Hari berganti hari, Yuliana tak punya penghasilan untuk bisa menambah pendapatan ekonomi keluarganya. Ia akhirnya memutuskan untuk memulai pekerjaan baru dengan tenunan. Sebab, di sekitarannya potensi penghasilan bagi perempuan hanya melalui tenunan.
Saat itu, Yuliana bersama ibunya hanya memiliki modal Rp 150 ribu. Dari modal itu, mereka mulai membeli benang dan sejumlah kebutuhan utama dalam tenunan. Ia bersama ibunya akhirnya berhasil menenun belasan lembar sarung dan selendang.
Hasil tenunan itu, Yuliana menjualnya melalui akun Facebook, Instagram dan TikTok. Walhasil, banyak pesanan dari segala penjuru. Setidaknya setiap hari banyak yang memesan, mulai dari selendang hingga sarung.
“Memang saya melihat potensi yang ada di sekitar lingkungan tempat tinggal saya itu banyak ibu-ibu yang berpenghasilan dari tenunan. Dari situ saya mulai tertarik untuk mengembangkan potensi tenunan,” kata Yuliana.
Seiring berjalannya waktu dan banyak pelanggan, tepatnya pada 6 September 2022, Yuliana memberi nama usahanya, Sotis Adat Etnis NTT (SEAN) yang memiliki arti hadiah dari Tuhan.

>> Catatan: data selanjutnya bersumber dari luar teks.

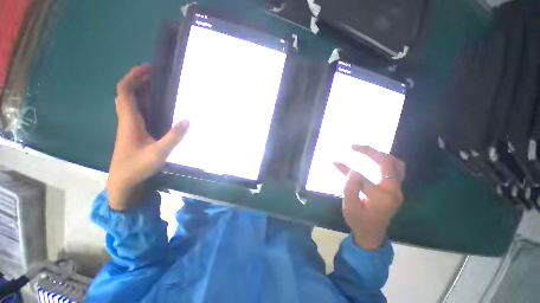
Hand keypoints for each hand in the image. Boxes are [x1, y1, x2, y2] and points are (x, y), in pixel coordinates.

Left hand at [107, 64, 189, 209]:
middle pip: (125, 93)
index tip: (149, 69)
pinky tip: (154, 108)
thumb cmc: (137, 167)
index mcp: (130, 121)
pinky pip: (133, 111)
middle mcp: (126, 120)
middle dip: (138, 81)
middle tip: (157, 77)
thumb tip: (188, 119)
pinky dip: (142, 103)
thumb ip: (174, 136)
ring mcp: (127, 127)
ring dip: (140, 91)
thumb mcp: (159, 153)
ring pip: (128, 102)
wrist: (122, 183)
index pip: (125, 91)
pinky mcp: (131, 133)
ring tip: (157, 88)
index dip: (134, 77)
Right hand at [334, 145, 405, 250]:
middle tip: (354, 146)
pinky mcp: (396, 189)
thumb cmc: (359, 222)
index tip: (334, 161)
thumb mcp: (349, 208)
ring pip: (396, 164)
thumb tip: (353, 171)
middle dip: (370, 151)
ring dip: (380, 154)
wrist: (373, 235)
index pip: (362, 177)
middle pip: (387, 163)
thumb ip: (350, 189)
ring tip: (365, 151)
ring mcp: (397, 190)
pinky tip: (374, 160)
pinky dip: (385, 161)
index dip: (346, 169)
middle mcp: (394, 191)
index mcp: (381, 197)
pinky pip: (395, 169)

Nama usaha SEAN itu akhirnya banyak dikenal oleh sejumlah pelanggan maupun UMKM di NTT. Bahkan beberapa kali Yuliana mengirim sejumlah selendang dan sarung kepada pelanggannya di Merauke, Ambon, Kisar, dan Denpasar.
“Setiap kali pengiriman, itu 50 lembar. Untuk jumlah produksi selendang dan sarung sejak 2019 sekitar sudah 4.000-50.000 lembar,” terang Yuliana.

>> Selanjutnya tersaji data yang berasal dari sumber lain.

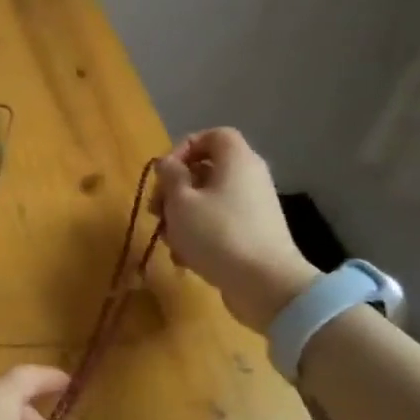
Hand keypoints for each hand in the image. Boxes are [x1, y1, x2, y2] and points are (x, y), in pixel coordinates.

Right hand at [155, 128, 317, 331]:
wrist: (264, 283)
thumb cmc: (217, 234)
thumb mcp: (181, 201)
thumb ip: (170, 176)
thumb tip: (167, 164)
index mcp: (236, 161)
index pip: (212, 136)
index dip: (184, 148)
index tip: (164, 174)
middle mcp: (249, 178)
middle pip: (205, 170)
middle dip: (174, 190)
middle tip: (155, 211)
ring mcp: (252, 208)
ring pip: (207, 200)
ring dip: (180, 217)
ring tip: (167, 240)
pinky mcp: (251, 234)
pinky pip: (218, 223)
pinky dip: (198, 235)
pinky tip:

Seiring dengan banyaknya permintaan, Yuliana masih kesulitan keuangan untuk membeli benang dan kebutuhan lainnya. Beruntung, dia mendapat tawaran untuk meminjam uang sebesar Rp 4 juta tanpa bunga dari CIMB Niaga.
Uang pinjaman, itu Yuliana hanya pergunakan untuk memperbanyak benang dan kebutuhan utama dalam tenunan. Sehingga setiap bulan bisa memproduksi 50-60 sarung. Sedangkan selendang mencapai 100 lembar. Selain itu, Yuliana bersama ibunya juga menenun selimut.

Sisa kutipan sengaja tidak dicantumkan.